When the HTML page above is rendered, it includes an img tag with the URL given by the client developer. This tells the browser to go make another HTTP request to grab the image.

Browser making a request for the image embedded in the page

On its own this isn’t too bad, and this is how the web is meant to work: you separate media content like images from textual content like web pages, and serve them through separate requests. However, this can cause a few issues in practice, especially when the URL for the image is sourced from someone else — in this case, the client developer.
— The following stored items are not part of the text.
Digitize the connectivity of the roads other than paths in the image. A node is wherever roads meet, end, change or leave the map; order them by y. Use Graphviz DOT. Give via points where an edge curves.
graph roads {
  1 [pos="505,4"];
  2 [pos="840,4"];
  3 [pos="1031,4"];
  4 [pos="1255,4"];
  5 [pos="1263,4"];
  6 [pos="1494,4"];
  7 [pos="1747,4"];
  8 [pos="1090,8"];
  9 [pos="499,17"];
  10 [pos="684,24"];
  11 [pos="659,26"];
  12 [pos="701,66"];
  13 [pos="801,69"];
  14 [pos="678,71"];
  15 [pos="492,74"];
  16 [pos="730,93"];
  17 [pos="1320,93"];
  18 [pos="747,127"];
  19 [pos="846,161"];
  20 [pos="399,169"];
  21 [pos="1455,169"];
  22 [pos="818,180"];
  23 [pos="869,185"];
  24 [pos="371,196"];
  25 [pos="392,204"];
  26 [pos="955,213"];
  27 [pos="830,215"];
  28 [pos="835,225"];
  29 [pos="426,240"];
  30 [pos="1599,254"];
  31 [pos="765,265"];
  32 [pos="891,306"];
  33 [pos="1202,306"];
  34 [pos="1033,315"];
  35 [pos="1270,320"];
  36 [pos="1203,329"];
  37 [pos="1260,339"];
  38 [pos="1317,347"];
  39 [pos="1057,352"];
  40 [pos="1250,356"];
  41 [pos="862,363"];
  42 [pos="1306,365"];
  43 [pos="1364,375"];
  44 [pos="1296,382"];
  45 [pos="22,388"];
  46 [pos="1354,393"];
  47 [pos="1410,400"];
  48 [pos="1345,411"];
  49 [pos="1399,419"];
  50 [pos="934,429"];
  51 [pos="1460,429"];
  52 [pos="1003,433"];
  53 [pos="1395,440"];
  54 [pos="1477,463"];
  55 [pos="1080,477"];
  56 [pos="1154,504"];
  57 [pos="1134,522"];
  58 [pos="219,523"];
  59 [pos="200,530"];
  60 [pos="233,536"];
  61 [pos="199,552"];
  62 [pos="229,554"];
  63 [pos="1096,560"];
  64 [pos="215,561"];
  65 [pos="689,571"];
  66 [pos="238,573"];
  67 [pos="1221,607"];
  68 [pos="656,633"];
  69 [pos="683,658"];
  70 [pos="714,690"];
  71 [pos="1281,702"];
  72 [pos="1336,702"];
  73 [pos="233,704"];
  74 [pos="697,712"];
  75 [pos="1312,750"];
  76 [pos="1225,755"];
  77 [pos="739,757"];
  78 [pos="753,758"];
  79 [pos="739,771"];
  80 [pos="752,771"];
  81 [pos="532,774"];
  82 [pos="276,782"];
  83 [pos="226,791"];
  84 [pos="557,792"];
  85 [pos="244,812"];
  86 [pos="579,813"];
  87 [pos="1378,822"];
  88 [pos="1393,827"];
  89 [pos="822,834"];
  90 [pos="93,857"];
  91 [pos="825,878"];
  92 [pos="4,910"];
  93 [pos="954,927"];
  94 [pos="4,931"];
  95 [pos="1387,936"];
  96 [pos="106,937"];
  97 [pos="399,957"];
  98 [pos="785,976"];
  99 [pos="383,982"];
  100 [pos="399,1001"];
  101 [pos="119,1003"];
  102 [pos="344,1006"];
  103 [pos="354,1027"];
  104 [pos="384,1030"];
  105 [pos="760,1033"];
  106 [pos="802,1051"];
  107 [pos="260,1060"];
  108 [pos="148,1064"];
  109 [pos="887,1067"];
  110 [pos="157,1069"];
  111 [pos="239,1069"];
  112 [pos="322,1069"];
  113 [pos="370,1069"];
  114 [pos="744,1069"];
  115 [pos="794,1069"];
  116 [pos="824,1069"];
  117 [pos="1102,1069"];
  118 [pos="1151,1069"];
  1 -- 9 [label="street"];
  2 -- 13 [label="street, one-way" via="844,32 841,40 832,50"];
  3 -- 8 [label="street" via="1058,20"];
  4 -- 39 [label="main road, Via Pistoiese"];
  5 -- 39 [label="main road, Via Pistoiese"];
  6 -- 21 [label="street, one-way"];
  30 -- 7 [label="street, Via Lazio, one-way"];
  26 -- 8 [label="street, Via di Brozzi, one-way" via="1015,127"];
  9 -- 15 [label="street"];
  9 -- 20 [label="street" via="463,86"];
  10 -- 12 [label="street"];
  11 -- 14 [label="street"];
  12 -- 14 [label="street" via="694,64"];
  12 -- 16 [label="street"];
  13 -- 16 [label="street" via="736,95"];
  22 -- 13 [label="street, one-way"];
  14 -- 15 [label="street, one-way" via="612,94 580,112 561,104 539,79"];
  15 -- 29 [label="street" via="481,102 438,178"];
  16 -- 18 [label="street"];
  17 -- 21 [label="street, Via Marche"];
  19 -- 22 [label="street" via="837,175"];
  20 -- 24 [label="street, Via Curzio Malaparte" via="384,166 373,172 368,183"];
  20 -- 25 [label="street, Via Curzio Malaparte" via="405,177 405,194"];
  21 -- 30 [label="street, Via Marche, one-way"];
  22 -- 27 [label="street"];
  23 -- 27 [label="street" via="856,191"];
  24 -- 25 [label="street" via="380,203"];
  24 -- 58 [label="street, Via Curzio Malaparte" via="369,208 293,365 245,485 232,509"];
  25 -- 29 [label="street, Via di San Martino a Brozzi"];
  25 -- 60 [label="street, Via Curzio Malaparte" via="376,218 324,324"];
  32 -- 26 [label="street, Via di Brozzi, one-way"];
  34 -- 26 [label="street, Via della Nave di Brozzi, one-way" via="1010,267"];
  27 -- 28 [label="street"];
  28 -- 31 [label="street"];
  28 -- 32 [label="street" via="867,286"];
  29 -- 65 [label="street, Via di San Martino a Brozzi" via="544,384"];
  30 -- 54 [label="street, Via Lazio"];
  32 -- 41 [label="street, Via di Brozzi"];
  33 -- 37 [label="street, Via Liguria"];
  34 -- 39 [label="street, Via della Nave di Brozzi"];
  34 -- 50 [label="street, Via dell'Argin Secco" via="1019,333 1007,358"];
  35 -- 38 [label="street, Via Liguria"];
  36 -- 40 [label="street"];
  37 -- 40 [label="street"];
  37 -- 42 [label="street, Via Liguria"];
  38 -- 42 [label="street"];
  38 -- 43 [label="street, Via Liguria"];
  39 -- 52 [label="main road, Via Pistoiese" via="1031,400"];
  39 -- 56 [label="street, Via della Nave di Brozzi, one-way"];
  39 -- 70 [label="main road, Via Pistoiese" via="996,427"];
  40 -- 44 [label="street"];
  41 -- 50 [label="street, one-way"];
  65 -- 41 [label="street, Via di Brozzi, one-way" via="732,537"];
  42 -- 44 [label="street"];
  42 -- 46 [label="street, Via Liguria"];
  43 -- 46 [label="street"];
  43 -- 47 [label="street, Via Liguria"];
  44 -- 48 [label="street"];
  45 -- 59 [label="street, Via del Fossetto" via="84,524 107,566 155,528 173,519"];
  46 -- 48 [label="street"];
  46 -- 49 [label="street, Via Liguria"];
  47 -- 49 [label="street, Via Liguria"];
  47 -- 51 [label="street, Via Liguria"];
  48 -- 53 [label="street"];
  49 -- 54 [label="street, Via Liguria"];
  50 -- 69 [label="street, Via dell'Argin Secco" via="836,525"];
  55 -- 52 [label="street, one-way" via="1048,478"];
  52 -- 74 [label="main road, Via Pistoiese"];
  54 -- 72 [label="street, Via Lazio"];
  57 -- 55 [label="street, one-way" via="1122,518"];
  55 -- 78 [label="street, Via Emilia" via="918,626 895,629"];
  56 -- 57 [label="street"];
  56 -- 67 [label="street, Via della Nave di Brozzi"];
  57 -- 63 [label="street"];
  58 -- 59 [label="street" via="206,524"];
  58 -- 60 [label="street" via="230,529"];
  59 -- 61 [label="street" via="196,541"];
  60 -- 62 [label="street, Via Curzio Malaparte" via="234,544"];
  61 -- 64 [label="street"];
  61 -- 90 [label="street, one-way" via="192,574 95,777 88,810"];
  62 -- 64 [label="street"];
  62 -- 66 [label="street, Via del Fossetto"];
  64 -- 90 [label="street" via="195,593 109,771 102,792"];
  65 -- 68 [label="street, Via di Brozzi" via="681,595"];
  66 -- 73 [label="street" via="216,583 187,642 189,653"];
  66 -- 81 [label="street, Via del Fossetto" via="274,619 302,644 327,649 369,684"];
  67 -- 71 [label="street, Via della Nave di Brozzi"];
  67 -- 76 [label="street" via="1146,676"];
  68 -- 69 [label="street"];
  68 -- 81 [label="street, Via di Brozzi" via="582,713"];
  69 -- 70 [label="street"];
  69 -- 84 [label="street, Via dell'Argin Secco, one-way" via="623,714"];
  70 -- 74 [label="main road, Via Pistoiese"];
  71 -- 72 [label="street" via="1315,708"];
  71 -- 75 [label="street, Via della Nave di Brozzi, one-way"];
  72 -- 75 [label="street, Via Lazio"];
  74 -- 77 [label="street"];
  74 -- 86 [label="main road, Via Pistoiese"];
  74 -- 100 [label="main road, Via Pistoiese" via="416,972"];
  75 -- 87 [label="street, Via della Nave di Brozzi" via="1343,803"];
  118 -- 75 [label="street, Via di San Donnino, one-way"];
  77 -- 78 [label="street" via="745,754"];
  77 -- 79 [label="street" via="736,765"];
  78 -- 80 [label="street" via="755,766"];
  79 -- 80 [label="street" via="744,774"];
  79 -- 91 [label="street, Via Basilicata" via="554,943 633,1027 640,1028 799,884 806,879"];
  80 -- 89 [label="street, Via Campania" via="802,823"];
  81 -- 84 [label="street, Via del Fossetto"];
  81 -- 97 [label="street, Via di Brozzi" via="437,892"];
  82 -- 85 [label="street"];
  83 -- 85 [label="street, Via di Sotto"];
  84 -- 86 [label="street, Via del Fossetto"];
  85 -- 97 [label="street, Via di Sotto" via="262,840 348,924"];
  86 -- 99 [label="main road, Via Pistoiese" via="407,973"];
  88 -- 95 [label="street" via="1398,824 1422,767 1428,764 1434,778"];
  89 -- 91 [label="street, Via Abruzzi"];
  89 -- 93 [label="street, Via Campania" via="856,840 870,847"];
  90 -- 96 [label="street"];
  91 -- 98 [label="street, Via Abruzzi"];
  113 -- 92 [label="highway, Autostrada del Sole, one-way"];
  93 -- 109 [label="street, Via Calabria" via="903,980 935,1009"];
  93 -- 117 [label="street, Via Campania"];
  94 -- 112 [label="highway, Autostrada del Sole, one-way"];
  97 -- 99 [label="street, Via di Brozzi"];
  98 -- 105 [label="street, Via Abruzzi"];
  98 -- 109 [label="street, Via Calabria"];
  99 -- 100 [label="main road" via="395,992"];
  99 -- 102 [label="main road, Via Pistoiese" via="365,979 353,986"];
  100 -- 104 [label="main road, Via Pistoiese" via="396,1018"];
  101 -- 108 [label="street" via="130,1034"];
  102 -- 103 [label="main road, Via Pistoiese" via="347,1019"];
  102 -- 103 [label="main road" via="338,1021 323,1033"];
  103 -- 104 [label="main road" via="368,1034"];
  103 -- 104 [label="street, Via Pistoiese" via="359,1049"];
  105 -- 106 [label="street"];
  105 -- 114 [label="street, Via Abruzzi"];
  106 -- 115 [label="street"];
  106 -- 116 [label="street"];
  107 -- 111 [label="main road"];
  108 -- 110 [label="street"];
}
First, remember that it’s the user’s browser that’s making the request to an outside party. This tells the outside party that a user is engaging with that resource — in this case, fetching the image embedded in a page indicates that someone is probably interacting with that page. The request logs for the image server can tell the client developer information about the user’s browser, OS, location, network, and other items. For a web-based client, this isn’t anything they don’t know already. For a native client, this is all something that the developer would have never seen otherwise. An attacker could use this information vector to determine which of their phishing attempts led to the users clicking on an email and landing on an authorization page. Even if the users don’t authorize the malicious client, the fact that the image was requested is proof that the authorization page was shown.

Second, the image isn’t necessarily hosted by the client developer themselves. In our example here, the image is hosted from a third party site, not from the client application code. All that information we just said could leak to the developer? Now it’s leaking to the image host.

Third, that image URL might not contain an image at all. A malicious developer (or whoever’s hosting the URL) could inject drive-by malware into the download for a user. At first, this sounds very scary, but isn’t this the same risk people encounter when browsing the web? That’s partially true, but this situation is different. The AS is a site that the user trusts. Items included on a page served by the AS implicitly carry that same trust, even though the URL for the client’s logo was provided by another party, the client developer. Therefore the user’s trust in the AS is conferred erroneously to these items, making users more likely to click through confirmations or ignore warnings. After all, why would their AS betray them?

Fourth, and perhaps most surprisingly to many developers, the browser automatically sends a Referer header with its image request. This is used in HTTP to tell a server how you got to the link you’re now requesting. But OAuth, you’ll recall, uses front-channel communication, and front-channel communication uses query parameters to convey important information. Take a look at the Referer header here for our request above:

Referer header, second from bottom

The Referer URL contains the entire request to the authorization server. The server hosting the image now knows not only the client’s ID, but also what kind of grant type it can do and the scopes it’s asking for. More importantly, it knows the client’s state parameter and potentially other sensitive security components. These could be used to attack the client through a code injection attack or other vectors.

The real problem here is that most developers don’t even notice that this information is being willingly sent around the web.

A Solution

When we realized this was a potential problem, we implemented a fairly simple solution in MITREid Connect: a server-side cache for logo images. Instead of presenting the user with the logo URL and having their browser download it, the server makes the request to the logo URL on the user’s behalf. The user is then served a URL hosted at the server, which serves the cached image data. A few other authorization servers out in the wild do the same thing.

This approach has a handful of advantages. First, all the requests are coming from the server, not the user. This makes it impossible for the image host to gather information directly from the user’s browser. Furthermore, no Referer information is sent because this request is not coming from an embedded webpage. Additionally, the server caches the image data, so that all subsequent requests for the image are served from the cache and cause no additional queries to the image host. With this, developers can no longer infer that their app is being used just by watching the request logs for the image. And finally, the server can act as a watch dog for users by scanning any incoming content for known viruses and malware. In the case of MITREid Connect, we leave such scans as an extension point for developers to hook into their own systems.

In conclusion, with all web-based protocols, make sure you’re fully aware of all of the information you might be leaking or causing your users to leak. The web’s open nature can create some surprising behaviors, and it’s up to us as developers to make sure people don’t succumb to it.